Sayangnya, banyak diantara birokrat yang memilih untuk menyediakan barang/jasa untuk rakyat secara tidak benar. Modusnya antara lain : a) PA/KPA “superior” dalam pengadaan barang/jasa, memilih penyedia bahkan sampai melakukan pembelian (PPK dan PP hanya kebagian menyelesaikan administratif pengadaan b/j), dibeberapa SKPD peran PPTK bahkan juga sampai mengatur pemilihan penyedia bahkan bertindak ganda “menjadi penyedia” modusnya “meminjam CV”, yang lebih “soft” melimpahkan pengadaan kepada kerabat dan konco-nya.
Mengapa hal ini masih terjadi? Jawabannya singkat, karena ekonomi.
Beberapa PA/KPA merasa keenakan dengan pola lama, dimana beberapa kegiatan di SKPDnya dapat menjadi “ATM” bersama maupun pribadi, baik untuk kepentingan kelompok maupun personal, sehingga perubahan pengadaan b/j kearah elektronik, memasung kreativitas untuk mendapatkan duit haram tersebut secara melimpah, revisi besaran nominal pengadaan langsung sebagaimana termaktub dalam Perpres 70/2012 dengan nominal sampai dengan 200 juta menjadi angin segar untuk kembali “bermain-main” dengan uang rakyat secara illegal.

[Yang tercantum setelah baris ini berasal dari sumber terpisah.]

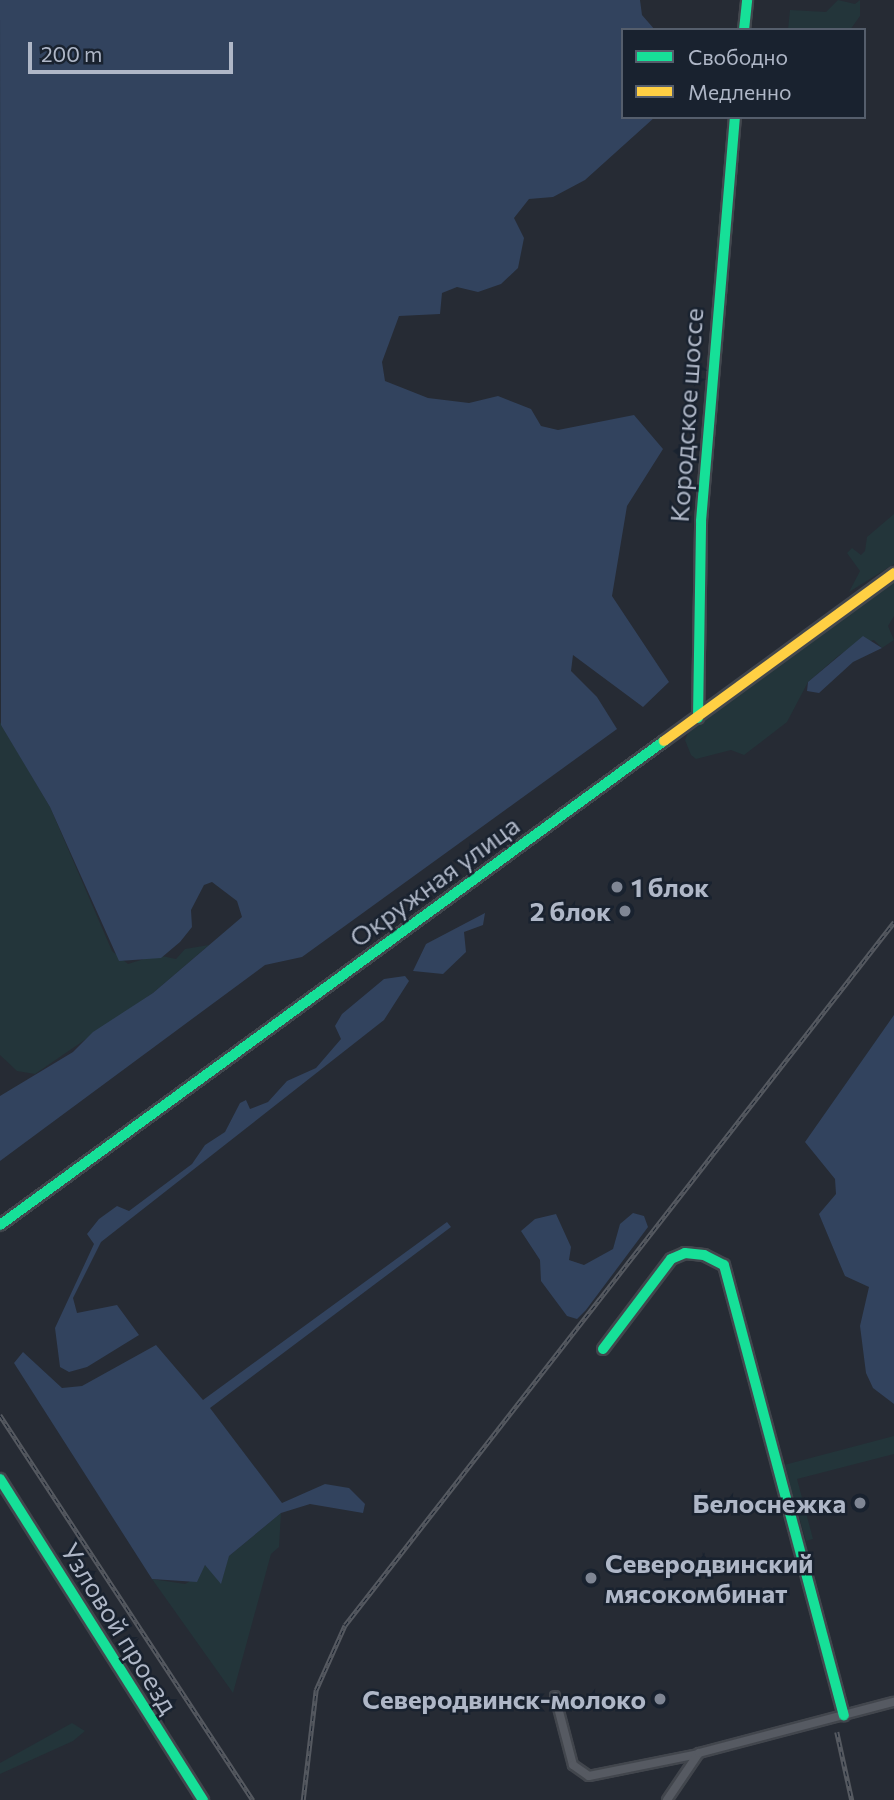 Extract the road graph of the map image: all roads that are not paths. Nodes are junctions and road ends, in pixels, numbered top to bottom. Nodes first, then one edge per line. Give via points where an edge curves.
1 (747, 0) edge
2 (744, 28) edge
3 (735, 119) edge
4 (894, 573) edge
5 (698, 718) junction
6 (0, 1225) edge
7 (603, 1349) dead end
8 (0, 1479) edge
9 (555, 1696) dead end
10 (894, 1702) edge
11 (844, 1715) junction
12 (699, 1753) junction
13 (203, 1800) edge
14 (667, 1800) edge

1 - 2 main road
3 - 5 main road, Кородское шоссе via 701,521
4 - 5 main road, Окружная улица
5 - 6 main road, Окружная улица
7 - 11 main road via 671,1259 685,1253 704,1255 724,1265
8 - 13 main road, Узловой проезд
9 - 12 street via 573,1765 589,1776 603,1777
10 - 11 street
11 - 12 street
12 - 14 street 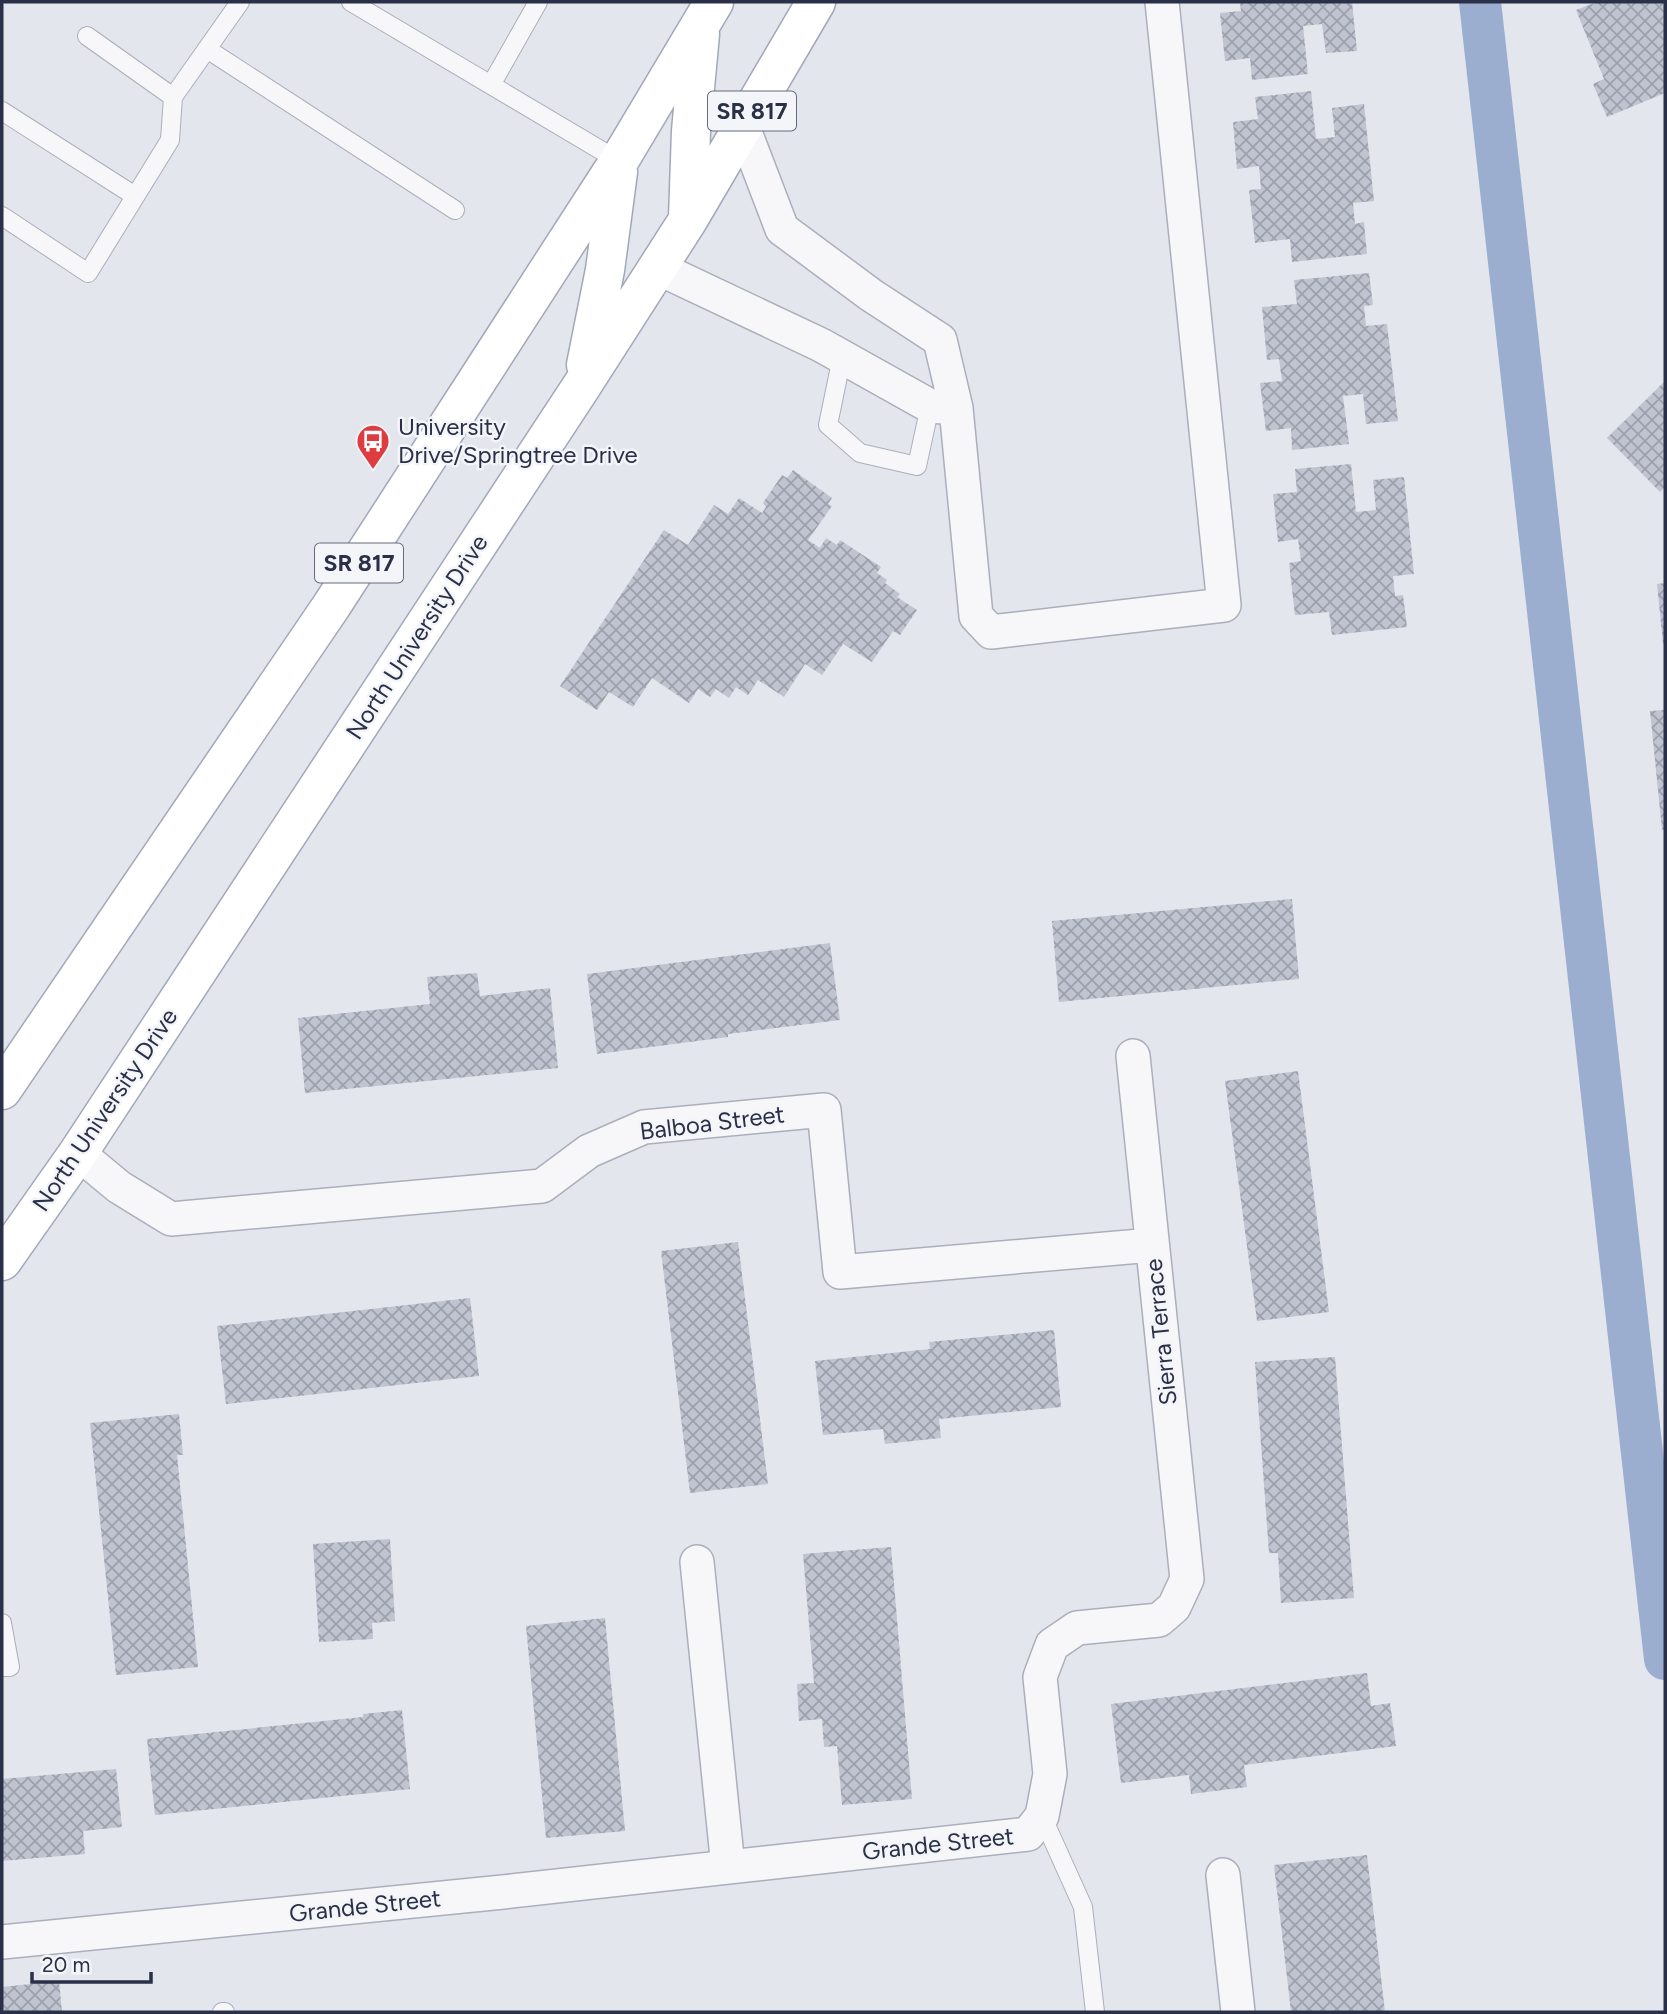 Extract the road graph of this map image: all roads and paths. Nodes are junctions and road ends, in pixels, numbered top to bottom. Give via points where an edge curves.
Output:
1 (240, 2) edge
2 (351, 2) edge
3 (538, 2) edge
4 (816, 2) edge
5 (1162, 2) edge
6 (707, 13) edge
7 (87, 36) dead end
8 (207, 49) junction
9 (491, 85) junction
10 (173, 97) junction
11 (2, 111) edge
12 (743, 128) junction
13 (619, 162) junction
14 (135, 196) junction
15 (454, 210) dead end
16 (2, 216) edge
17 (688, 220) junction
18 (658, 268) junction
19 (842, 357) junction
20 (582, 387) junction
21 (943, 407) junction
22 (1133, 1056) dead end
23 (3, 1084) edge
24 (78, 1153) junction
25 (1152, 1245) junction
26 (2, 1261) edge
27 (697, 1562) dead end
28 (1174, 1606) joint
29 (2, 1623) edge
30 (2, 1667) edge
31 (1042, 1816) junction
32 (728, 1867) junction
33 (1223, 1875) dead end
34 (2, 1942) edge
35 (1096, 2012) edge
36 (1238, 2012) edge

1 - 8 lane
2 - 9 lane
3 - 9 lane
4 - 12 main road, North University Drive / SR 817
5 - 21 street via 1224,605 991,632 976,615
6 - 13 main road, SR 817
6 - 17 main road via 691,131
7 - 10 lane
8 - 10 lane
8 - 15 lane
9 - 13 lane
10 - 14 lane via 170,140
11 - 14 lane
12 - 17 main road, North University Drive / SR 817
12 - 21 street via 782,229 940,340
13 - 20 main road via 605,270
13 - 23 main road, SR 817 via 332,605
14 - 16 lane via 88,273
17 - 18 main road, North University Drive / SR 817
18 - 19 street
18 - 20 main road, North University Drive / SR 817
19 - 21 street
19 - 21 lane via 828,425 860,453 917,466
20 - 24 main road, North University Drive / SR 817
22 - 25 street, Sierra Terrace
24 - 25 street, Balboa Street via 119,1187 171,1219 542,1186 589,1151 644,1127 824,1110 840,1272
24 - 26 main road, North University Drive / SR 817
25 - 28 street, Sierra Terrace via 1187,1579
27 - 32 street
28 - 31 street, Grande Street via 1159,1620 1077,1628 1052,1645 1041,1677 1050,1774
29 - 30 lane via 10,1667
31 - 32 street, Grande Street via 1028,1834
31 - 35 lane via 1083,1907
32 - 34 street, Grande Street
33 - 36 street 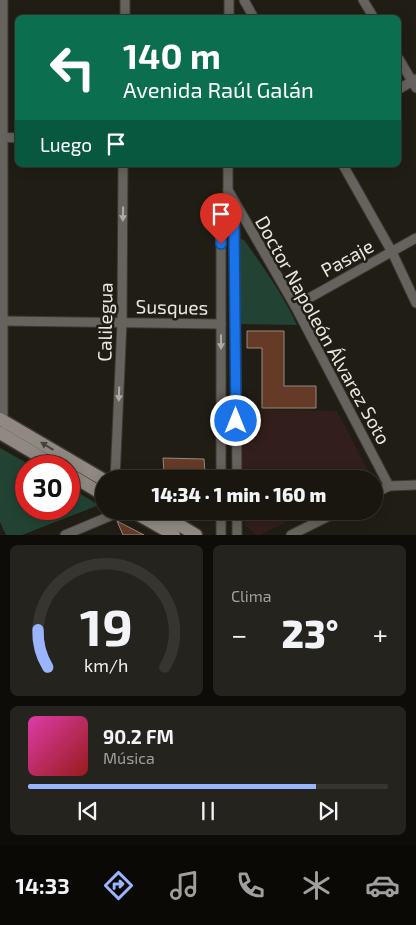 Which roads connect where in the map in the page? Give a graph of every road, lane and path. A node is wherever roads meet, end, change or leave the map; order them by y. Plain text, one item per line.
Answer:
1 (3, 0) edge
2 (125, 0) edge
3 (230, 0) edge
4 (244, 0) edge
5 (363, 0) edge
6 (125, 15) edge
7 (229, 15) edge
8 (252, 15) edge
9 (372, 15) edge
10 (401, 62) edge
11 (415, 83) edge
12 (401, 89) edge
13 (2, 137) edge
14 (15, 138) edge
15 (123, 167) edge
16 (228, 167) edge
17 (344, 167) edge
18 (228, 190) junction
19 (228, 208) junction
20 (416, 238) edge
21 (392, 252) junction
22 (416, 303) edge
23 (295, 306) junction
24 (3, 321) junction
25 (122, 322) junction
26 (221, 324) junction
27 (1, 426) edge
28 (41, 455) edge
29 (115, 470) edge
30 (220, 470) edge
31 (237, 470) edge
32 (95, 475) edge
33 (80, 481) edge
34 (416, 485) edge
35 (389, 486) junction
36 (383, 489) edge
37 (95, 490) edge
38 (101, 520) edge
39 (148, 520) edge
40 (171, 520) edge
41 (220, 520) edge
42 (237, 520) edge
43 (321, 520) edge
44 (65, 535) edge
45 (174, 535) edge
46 (196, 535) edge
47 (220, 535) edge
48 (237, 535) edge
49 (291, 535) edge

1 - 13 street
2 - 6 street
3 - 7 street
4 - 8 street
5 - 9 street
10 - 11 street
11 - 12 street
13 - 14 street
13 - 24 street
15 -> 25 street, Calilegua
16 - 18 street
17 - 21 street
18 - 19 street
18 - 23 street, Doctor Napoleón Álvarez Soto
19 - 26 street
19 - 31 street
20 - 21 street, Pasaje
21 - 22 street
21 - 23 street, Pasaje
23 - 35 street, Doctor Napoleón Álvarez Soto
24 - 25 street, Susques
24 - 27 street
25 - 26 street, Susques
25 -> 29 street, Calilegua
26 -> 30 street
27 - 28 main road
32 -> 27 main road
33 - 37 main road
34 - 35 street
35 - 36 street
38 - 44 street
39 - 45 main road
40 - 46 main road
41 - 47 street
42 - 48 street
43 - 49 street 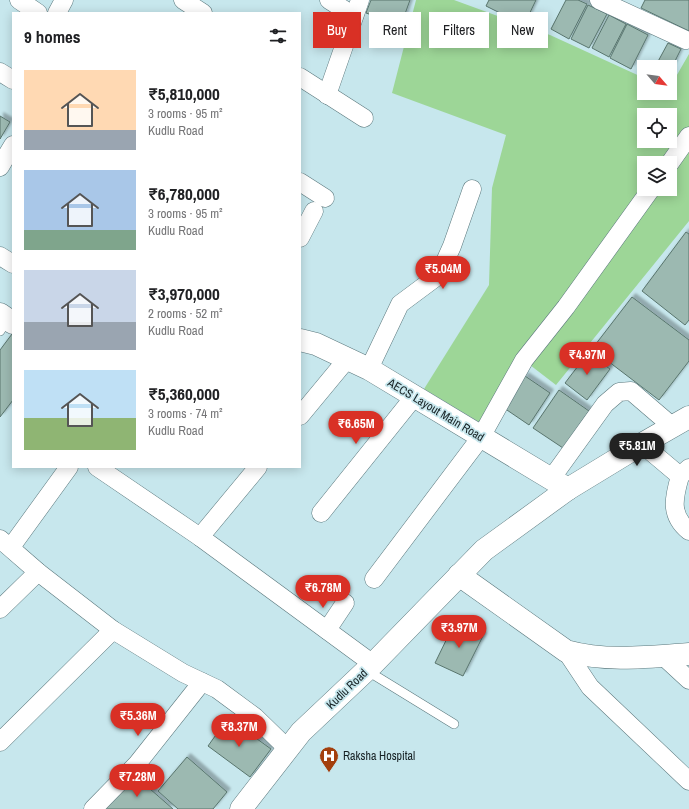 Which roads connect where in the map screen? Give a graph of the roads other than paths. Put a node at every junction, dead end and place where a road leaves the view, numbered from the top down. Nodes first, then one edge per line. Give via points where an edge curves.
1 (18, 0) edge
2 (64, 0) edge
3 (183, 0) edge
4 (329, 0) edge
5 (599, 0) edge
6 (357, 8) edge
7 (36, 12) edge
8 (58, 12) edge
9 (201, 12) edge
10 (686, 40) dead end
11 (0, 72) edge
12 (301, 78) edge
13 (12, 79) edge
14 (328, 95) junction
15 (364, 118) dead end
16 (689, 136) edge
17 (12, 148) edge
18 (675, 156) edge
19 (4, 167) edge
20 (301, 183) edge
21 (472, 189) dead end
22 (646, 196) edge
23 (301, 236) edge
24 (0, 256) edge
25 (12, 263) edge
26 (301, 340) edge
27 (348, 358) junction
28 (369, 369) junction
29 (414, 397) junction
30 (301, 415) edge
31 (681, 422) edge
32 (481, 437) junction
33 (642, 444) junction
34 (67, 468) edge
35 (98, 468) edge
36 (257, 468) edge
37 (685, 472) edge
38 (559, 484) junction
39 (321, 513) dead end
40 (689, 531) edge
41 (200, 536) junction
42 (5, 543) edge
43 (38, 572) junction
44 (459, 574) junction
45 (374, 579) dead end
46 (345, 603) dead end
47 (0, 609) edge
48 (113, 630) junction
49 (327, 630) junction
50 (566, 651) junction
51 (689, 654) edge
52 (663, 656) junction
53 (370, 667) junction
54 (689, 680) edge
55 (202, 682) junction
56 (454, 724) dead end
57 (0, 742) edge
58 (288, 749) junction
59 (689, 781) edge
60 (93, 809) edge
61 (241, 809) edge

1 - 7 street
2 - 8 street
3 - 9 street
4 - 6 street
5 - 10 street
6 - 14 street
11 - 13 street
12 - 14 street
14 - 15 street
16 - 18 street
17 - 19 street
20 - 23 street via 319,205
21 - 28 street via 439,275 400,304
22 - 32 street via 566,307 524,360
24 - 25 street
26 - 27 street, AECS Layout Main Road
27 - 28 street, AECS Layout Main Road
27 - 30 street
28 - 29 street, AECS Layout Main Road
29 - 32 street, AECS Layout Main Road
29 - 39 street
31 - 33 street, Kudlu Road
31 - 38 street via 631,391 619,392 605,404
32 - 38 street, AECS Layout Main Road
32 - 45 street
33 - 37 street
33 - 38 street, Kudlu Road
34 - 42 street
35 - 41 street
36 - 41 street
37 - 40 street via 674,496 675,510 681,525
38 - 44 street, Kudlu Road
41 - 49 street
42 - 43 street
43 - 47 street
43 - 48 street
44 - 50 street
44 - 53 street, Kudlu Road
46 - 49 street
48 - 55 street
48 - 57 street
49 - 53 street
50 - 52 street via 604,658
50 - 59 street via 590,687
51 - 52 street
52 - 54 street
53 - 56 lane
53 - 58 street, Kudlu Road via 301,732
55 - 58 street via 217,689 255,717
55 - 60 street via 136,764
58 - 61 street, Kudlu Road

Padahal regulasi tersebut diupayakan untuk perubahan menyeluruh dalam pengadaan, dilakukan para pihak sesuai kewenangan dan tanggungjawabnya, agar pengadaan menjadi  lebih baik, legal, kredibel, akuntabel, bebas korupsi dan mensejahterakan masyarakat. Sejatinya, perubahan tersebut telah berlangsung lebih dari dua tahun membuat kita tersadar, bahkan fakta menunjukkan “bermain-main” dengan pengadaan b/j, banyak birokrat tersandera secara hukum dan sosial, berselimut dinginnya bui, mungkin saat ini “anda” masih terselamatkan karena “belum tercium” aparat berwenang, tapi “sepandai-pandainya tupai melompat, akhirnya jatuh juga”, bersiaplah karena penyesalan pasti datangnya di belakangan…, pada saat itu  “duit” berapapun banyaknya…tak bisa menyelamatkan, karena sanksinya, tidak saja pidana, tetapi juga sanksi sosial dan sanksi dari Tuhan…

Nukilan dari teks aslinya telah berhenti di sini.